:: ASSIGNMENT ::
Among the records below, find the lines that contain "Holíčska" and copy each of them.
START RECORDED INFORMATION
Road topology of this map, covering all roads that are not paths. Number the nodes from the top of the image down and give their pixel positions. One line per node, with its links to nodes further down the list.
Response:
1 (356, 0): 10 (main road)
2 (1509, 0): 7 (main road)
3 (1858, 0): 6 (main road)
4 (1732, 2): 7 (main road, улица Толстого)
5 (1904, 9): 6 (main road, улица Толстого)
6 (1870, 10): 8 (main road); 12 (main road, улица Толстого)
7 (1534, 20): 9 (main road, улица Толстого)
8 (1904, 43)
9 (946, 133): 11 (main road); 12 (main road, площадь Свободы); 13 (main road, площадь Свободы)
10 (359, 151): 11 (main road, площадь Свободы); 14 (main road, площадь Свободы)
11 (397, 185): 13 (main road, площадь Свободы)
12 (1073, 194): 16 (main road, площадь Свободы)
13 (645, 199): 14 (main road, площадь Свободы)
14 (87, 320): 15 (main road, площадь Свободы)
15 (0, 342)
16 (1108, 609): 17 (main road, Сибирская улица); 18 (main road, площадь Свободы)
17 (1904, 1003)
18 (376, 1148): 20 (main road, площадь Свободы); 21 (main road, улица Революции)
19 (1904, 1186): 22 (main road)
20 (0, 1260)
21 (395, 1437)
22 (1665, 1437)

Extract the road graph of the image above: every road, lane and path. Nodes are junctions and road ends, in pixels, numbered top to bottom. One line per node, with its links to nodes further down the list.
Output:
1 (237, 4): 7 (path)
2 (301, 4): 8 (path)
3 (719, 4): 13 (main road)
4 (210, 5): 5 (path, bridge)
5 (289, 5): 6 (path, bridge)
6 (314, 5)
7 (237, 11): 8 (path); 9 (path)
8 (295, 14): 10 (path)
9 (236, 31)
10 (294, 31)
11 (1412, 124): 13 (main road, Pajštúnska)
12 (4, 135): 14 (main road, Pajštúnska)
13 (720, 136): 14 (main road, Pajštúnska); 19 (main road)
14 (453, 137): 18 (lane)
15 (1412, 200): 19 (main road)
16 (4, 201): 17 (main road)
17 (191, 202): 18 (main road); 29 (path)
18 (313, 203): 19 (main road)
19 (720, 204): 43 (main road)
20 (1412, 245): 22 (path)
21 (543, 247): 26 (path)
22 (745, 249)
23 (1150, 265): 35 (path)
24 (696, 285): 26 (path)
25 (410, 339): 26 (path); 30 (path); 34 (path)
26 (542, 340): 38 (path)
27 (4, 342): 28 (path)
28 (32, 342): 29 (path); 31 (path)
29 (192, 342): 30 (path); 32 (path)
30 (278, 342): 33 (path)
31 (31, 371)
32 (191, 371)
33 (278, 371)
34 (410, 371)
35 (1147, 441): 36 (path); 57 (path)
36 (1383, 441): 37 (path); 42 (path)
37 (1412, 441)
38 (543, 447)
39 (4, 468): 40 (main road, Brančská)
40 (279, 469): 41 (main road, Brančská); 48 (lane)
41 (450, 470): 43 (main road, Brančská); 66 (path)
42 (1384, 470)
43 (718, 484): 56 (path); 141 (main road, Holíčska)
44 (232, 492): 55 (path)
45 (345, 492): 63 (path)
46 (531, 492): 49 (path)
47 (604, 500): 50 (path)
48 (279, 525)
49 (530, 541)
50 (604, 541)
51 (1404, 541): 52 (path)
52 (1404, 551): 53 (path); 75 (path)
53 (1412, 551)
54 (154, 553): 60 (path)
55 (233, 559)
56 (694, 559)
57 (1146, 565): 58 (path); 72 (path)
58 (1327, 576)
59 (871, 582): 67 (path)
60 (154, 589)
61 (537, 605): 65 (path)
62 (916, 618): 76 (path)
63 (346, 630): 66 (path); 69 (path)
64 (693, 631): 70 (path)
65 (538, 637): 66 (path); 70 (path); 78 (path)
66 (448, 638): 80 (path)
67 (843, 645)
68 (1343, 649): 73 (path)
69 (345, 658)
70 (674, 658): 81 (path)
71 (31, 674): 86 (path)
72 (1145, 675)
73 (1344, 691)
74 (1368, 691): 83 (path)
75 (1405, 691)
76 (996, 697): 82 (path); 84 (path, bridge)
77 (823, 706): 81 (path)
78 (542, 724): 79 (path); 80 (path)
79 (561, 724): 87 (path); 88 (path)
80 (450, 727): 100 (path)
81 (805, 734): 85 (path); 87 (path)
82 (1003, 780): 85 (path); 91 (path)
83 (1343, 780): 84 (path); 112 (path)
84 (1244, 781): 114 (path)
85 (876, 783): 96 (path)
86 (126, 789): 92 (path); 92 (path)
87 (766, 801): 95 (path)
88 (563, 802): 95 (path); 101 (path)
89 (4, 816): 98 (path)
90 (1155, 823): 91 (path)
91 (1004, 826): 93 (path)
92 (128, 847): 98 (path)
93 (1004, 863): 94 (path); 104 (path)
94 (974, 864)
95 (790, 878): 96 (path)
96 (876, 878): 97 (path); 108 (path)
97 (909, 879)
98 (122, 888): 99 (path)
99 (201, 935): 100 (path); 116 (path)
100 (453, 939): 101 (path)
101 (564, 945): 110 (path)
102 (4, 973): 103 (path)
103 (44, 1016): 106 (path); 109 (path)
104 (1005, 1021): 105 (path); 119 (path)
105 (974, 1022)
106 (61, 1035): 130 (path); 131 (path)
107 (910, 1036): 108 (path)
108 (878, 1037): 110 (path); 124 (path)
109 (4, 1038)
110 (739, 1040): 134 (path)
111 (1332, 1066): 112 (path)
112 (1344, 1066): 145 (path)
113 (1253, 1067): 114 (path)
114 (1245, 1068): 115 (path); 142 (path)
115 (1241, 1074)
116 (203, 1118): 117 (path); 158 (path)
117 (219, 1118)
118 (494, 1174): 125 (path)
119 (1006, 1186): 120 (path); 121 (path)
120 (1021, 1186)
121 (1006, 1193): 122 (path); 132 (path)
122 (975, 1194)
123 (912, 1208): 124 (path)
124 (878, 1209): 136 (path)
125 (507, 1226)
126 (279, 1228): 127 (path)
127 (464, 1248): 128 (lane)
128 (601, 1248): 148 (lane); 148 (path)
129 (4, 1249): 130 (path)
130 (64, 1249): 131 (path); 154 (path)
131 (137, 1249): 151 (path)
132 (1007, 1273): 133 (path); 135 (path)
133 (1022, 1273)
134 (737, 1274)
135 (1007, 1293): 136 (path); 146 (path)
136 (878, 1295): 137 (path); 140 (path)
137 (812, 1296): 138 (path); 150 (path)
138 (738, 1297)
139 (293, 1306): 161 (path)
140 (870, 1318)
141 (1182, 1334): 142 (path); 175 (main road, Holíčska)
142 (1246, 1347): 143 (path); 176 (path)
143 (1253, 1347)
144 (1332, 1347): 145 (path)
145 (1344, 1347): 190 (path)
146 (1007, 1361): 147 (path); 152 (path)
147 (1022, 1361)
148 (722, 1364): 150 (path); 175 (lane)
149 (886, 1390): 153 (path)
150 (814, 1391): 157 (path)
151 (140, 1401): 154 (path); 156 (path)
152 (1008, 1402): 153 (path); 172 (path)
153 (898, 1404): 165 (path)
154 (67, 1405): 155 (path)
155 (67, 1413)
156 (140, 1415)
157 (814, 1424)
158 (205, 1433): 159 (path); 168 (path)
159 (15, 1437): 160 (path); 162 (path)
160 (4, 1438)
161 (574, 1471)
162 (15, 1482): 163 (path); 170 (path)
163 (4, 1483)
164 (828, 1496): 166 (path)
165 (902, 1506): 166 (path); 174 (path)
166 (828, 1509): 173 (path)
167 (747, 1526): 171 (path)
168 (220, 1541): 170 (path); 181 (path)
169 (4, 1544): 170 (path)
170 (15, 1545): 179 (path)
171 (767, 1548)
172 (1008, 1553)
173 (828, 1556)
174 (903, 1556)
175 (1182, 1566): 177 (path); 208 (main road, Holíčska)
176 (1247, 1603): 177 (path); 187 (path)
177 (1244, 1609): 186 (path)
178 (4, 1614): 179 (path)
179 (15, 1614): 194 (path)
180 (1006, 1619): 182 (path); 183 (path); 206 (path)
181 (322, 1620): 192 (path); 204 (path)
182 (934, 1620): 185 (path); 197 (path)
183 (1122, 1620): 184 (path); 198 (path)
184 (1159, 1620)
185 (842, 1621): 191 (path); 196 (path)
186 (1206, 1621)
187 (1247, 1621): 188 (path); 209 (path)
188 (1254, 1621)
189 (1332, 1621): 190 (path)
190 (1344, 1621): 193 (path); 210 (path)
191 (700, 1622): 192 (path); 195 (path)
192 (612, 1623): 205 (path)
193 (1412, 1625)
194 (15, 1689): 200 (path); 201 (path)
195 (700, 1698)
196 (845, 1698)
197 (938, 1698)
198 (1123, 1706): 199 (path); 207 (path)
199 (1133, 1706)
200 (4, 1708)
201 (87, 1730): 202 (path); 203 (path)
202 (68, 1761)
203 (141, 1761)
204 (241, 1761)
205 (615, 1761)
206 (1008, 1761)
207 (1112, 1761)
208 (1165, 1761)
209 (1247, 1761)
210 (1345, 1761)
END RECORDED INFORMATION
:: EXPECTED OUTPUT ::
43 (718, 484): 56 (path); 141 (main road, Holíčska)
141 (1182, 1334): 142 (path); 175 (main road, Holíčska)
175 (1182, 1566): 177 (path); 208 (main road, Holíčska)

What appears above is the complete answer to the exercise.